Summary of Chapter 4

SYNTAX ANALYSIS

Parsers. A parser takes as input tokens from the lexical analyzer and treats the token names as terminal symbols of a context-free grammar. The parser then constructs a parse tree for its input sequence of tokens; the parse tree may be constructed figuratively (by going through the corresponding derivation steps) or literally.

Context-Free Grammars. A grammar specifies a set of terminal symbols (inputs, another set of nonterminals (symbols representing syntactic constructs), and a set of productions, each of which gives a way in which strings represented by one nonterminal can be constructed from terminal symbols and strings represented by certain other nonterminals. A production consists of a head (the nonterminal to be replaced) and a body (the replacing string of grammar symbols).
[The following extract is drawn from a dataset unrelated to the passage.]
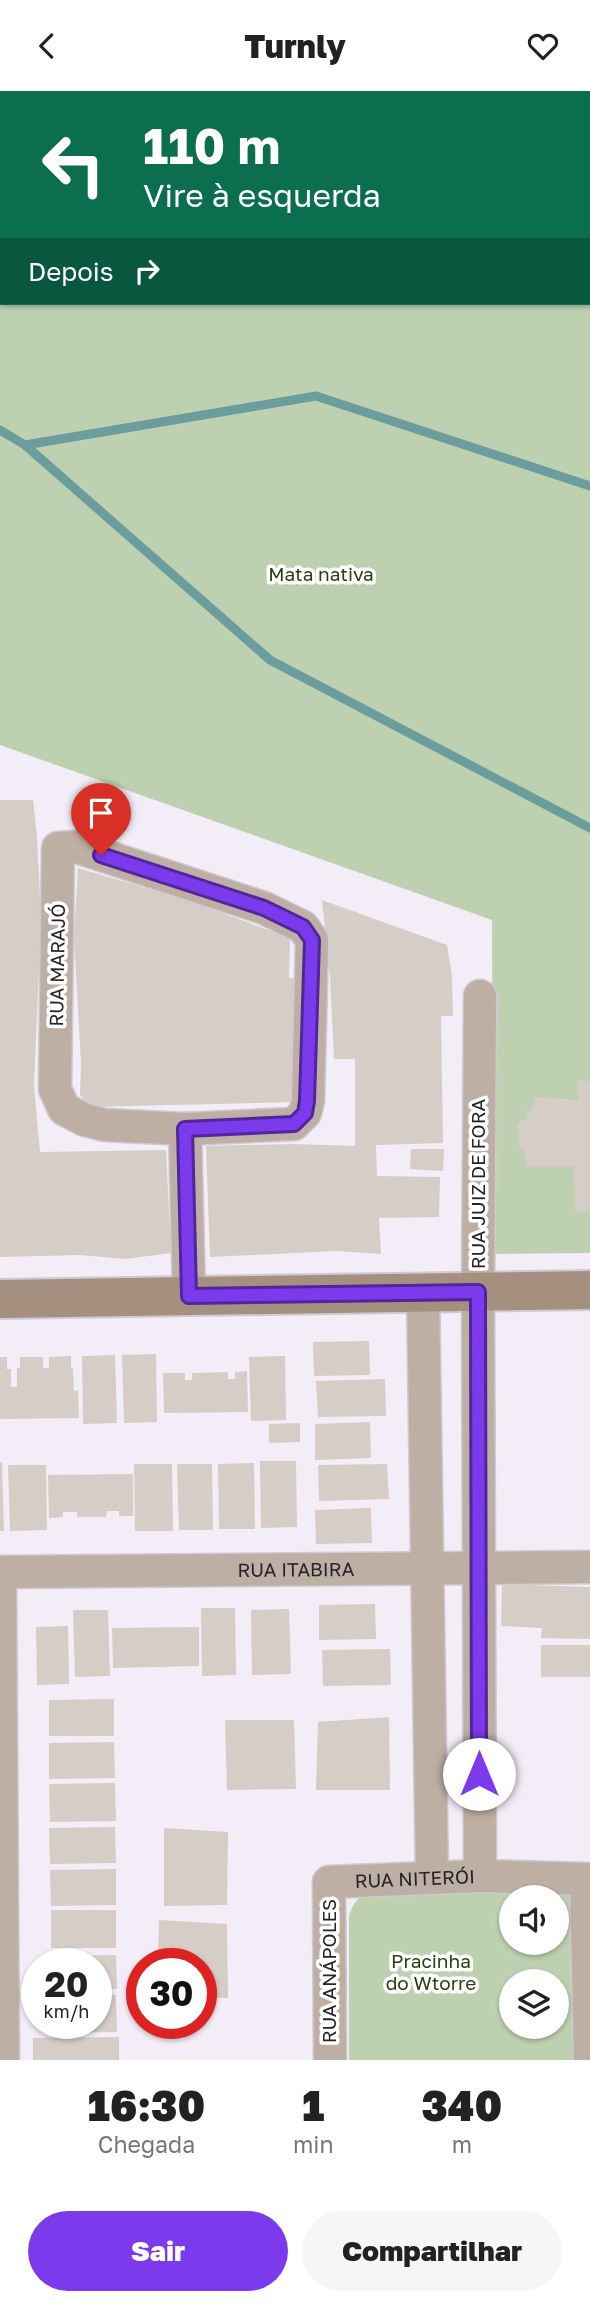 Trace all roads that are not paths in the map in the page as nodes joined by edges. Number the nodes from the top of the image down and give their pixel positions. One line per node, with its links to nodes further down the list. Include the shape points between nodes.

Derivations. The process of starting with the start-nonterminal of a grammar and successively replacing it by the body of one of its productions is called a derivation. If the leftmost (or rightmost) nonterminal is always replaced, then the derivation is called (leftmost (respectively, rightmost).
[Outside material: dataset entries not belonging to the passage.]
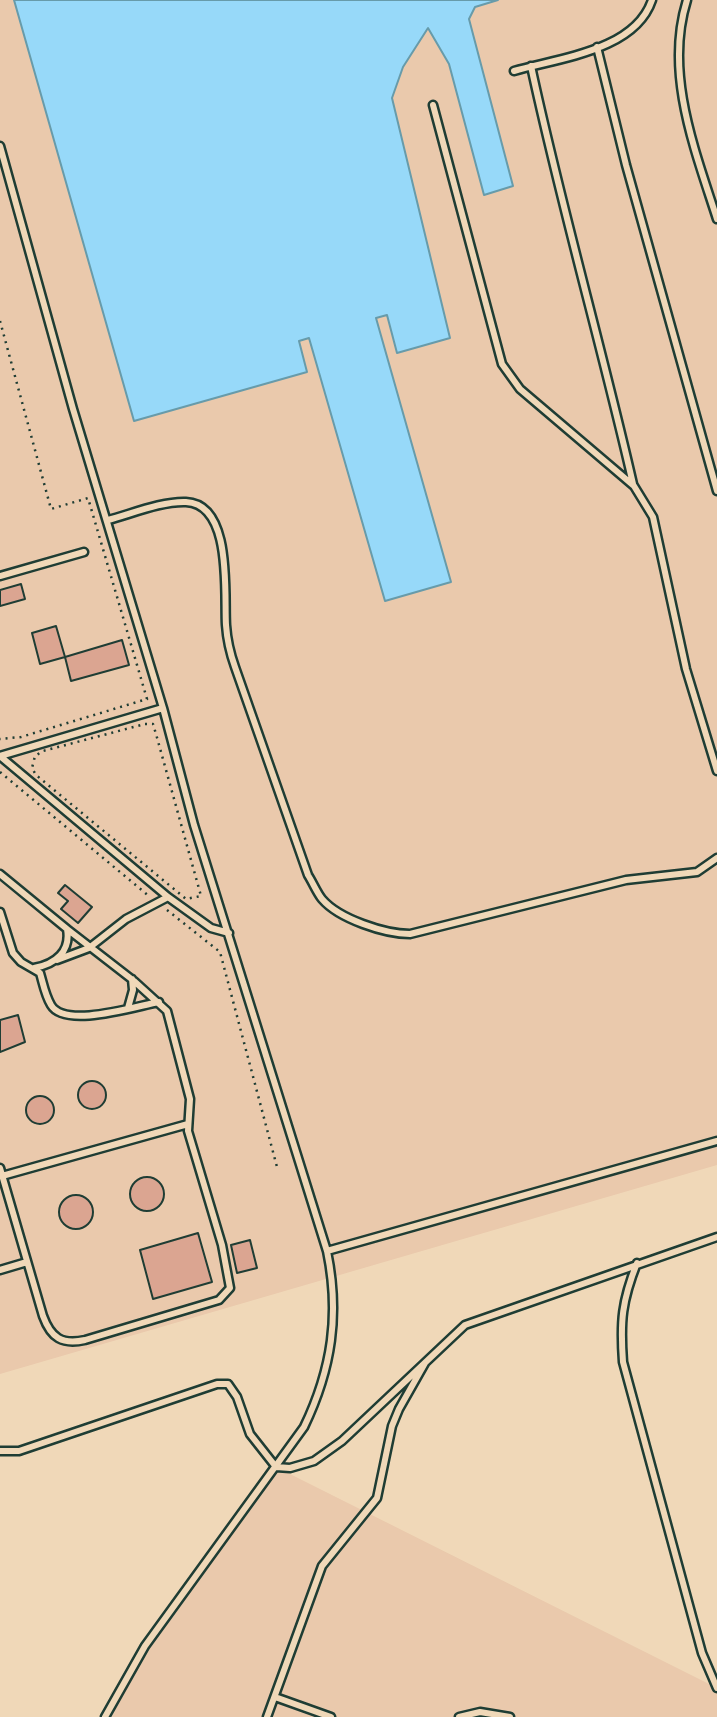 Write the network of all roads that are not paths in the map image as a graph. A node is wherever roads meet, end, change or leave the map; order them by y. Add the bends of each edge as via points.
1 (652, 0) edge
2 (687, 0) edge
3 (597, 47) junction
4 (531, 66) junction
5 (514, 71) dead end
6 (433, 105) dead end
7 (0, 146) edge
8 (717, 219) edge
9 (634, 486) junction
10 (717, 491) edge
11 (108, 520) junction
12 (84, 552) dead end
13 (0, 576) edge
14 (163, 708) junction
15 (0, 756) edge
16 (717, 771) edge
17 (717, 858) edge
18 (0, 874) edge
19 (168, 897) junction
20 (0, 912) edge
21 (67, 929) junction
22 (229, 933) junction
23 (90, 947) junction
24 (55, 961) junction
25 (34, 968) junction
26 (132, 979) junction
27 (159, 1002) junction
28 (128, 1008) junction
29 (188, 1124) junction
30 (717, 1141) edge
31 (0, 1168) edge
32 (2, 1176) junction
33 (717, 1237) edge
34 (327, 1251) junction
35 (27, 1262) junction
36 (637, 1263) junction
37 (0, 1270) edge
38 (429, 1357) junction
39 (0, 1451) edge
40 (276, 1467) junction
41 (717, 1688) edge
42 (275, 1697) junction
43 (105, 1717) edge
44 (267, 1717) edge
45 (331, 1717) edge
46 (459, 1717) edge
47 (510, 1717) edge

1 - 3 lane via 637,25
2 - 8 lane via 678,45 679,73 688,122
3 - 4 lane
3 - 10 lane
4 - 5 lane
4 - 9 lane
6 - 9 lane via 502,365 511,381
7 - 11 lane
9 - 16 lane via 653,517 686,669
11 - 14 lane
11 - 17 lane via 186,502 199,505 213,521 225,563 231,657 309,875 323,900 338,911 381,932 410,934 626,880 696,872
12 - 13 lane
14 - 15 lane
14 - 22 lane
15 - 19 lane
18 - 21 lane
19 - 22 lane via 211,928
19 - 23 lane via 126,919
20 - 25 lane via 13,953
21 - 23 lane
21 - 24 lane via 67,944
22 - 34 lane
23 - 24 lane
23 - 26 lane
24 - 25 lane
25 - 28 lane via 51,1005 63,1014 93,1015
26 - 27 lane
26 - 28 lane
27 - 28 lane
27 - 29 lane via 167,1011 190,1099
29 - 32 lane
29 - 35 lane via 230,1276 226,1295 70,1343 49,1331
30 - 34 lane
31 - 32 lane
32 - 35 lane
33 - 36 lane
34 - 40 lane via 335,1317 331,1351 320,1395
35 - 37 lane
36 - 38 lane via 487,1315 465,1325
36 - 41 lane via 624,1295 620,1322 623,1362 702,1653
38 - 40 lane via 342,1441 314,1461
38 - 42 lane via 399,1409 377,1498 322,1566
39 - 40 lane via 19,1451 228,1384 250,1434
40 - 43 lane via 145,1646
42 - 44 lane
42 - 45 lane
46 - 47 lane via 480,1712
Parse Trees. A parse tree is a picture of a derivation, in which there is a node for each nonterminal that appears in the derivation. The children of a node are the symbols by which that nonterminal is replaced in the derivation. There is a one-to-one correspondence between parse trees, leftmost derivations, and rightmost derivations of the same terminal string.

Ambiguity. A grammar for which some terminal string has two or more different parse trees, or equivalently two or more leftmost derivations or two or more rightmost derivations, is said to be ambiguous. In most cases of practical interest, it is possible to redesign an ambiguous grammar so it becomes an unambiguous grammar for the same language. However, ambiguous grammars with certain tricks applied sometimes lead to more efficient parsers.
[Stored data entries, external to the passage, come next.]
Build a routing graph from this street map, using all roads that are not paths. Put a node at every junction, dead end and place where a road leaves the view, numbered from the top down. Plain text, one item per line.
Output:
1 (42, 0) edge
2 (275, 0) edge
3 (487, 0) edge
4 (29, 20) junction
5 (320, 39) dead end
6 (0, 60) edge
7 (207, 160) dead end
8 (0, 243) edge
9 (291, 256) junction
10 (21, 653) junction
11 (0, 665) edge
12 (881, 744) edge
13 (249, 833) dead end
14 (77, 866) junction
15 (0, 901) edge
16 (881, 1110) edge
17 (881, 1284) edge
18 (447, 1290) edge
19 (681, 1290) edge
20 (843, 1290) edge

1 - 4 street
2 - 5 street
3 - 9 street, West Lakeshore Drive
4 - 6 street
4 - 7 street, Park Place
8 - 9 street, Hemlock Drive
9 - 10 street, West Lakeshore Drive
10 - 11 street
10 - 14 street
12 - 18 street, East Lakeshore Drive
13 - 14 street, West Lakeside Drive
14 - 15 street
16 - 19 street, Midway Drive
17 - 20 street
Top-Down and Bottom-Up Parsing. Parsers are generally distinguished by whether they work top-down (start with the grammar’s start symbol and construct the parse tree from the top) or bottom-up (start with the terminal symbols that form the leaves of the parse tree and build the tree from the bottom). Top-down parsers include recursive-descent and LL parsers, while the most common forms of the bottom-up parsers are LR parsers.

Design of Grammars. Grammars suitable for top-down parsing often are harder to design than those used by bottom-up parsers. It is necessary to eliminate left-recursion, a situation where one nonterminal derives a string that begins with the same nonterminal. We also must left-factor – group productions for the same nonterminal that have a common prefix in the body.

Recursive-Descent Parsers. These parsers use a procedure for each nonterminal. The procedure looks at its input and decides which production to apply for its nonterminal. Terminals in the body of the production are matched to the input at the appropriate time, while nonterminals in the body result in calls to their procedure. Backtracking, in the case when the wrong production was chosen, is a possibility.

LL(1) Parsers. A grammar such that it s possible to choose the correct production with which to expand a given nonterminal, looking only at the next input symbol, is called LL(1). These grammars allow us to construct a predictive parsing table that gives, for each nonterminal and each lookahead symbol, the correct choice of production. Error correction can be facilitated by placing error routines in some or all of the table entries that have no legitimate production.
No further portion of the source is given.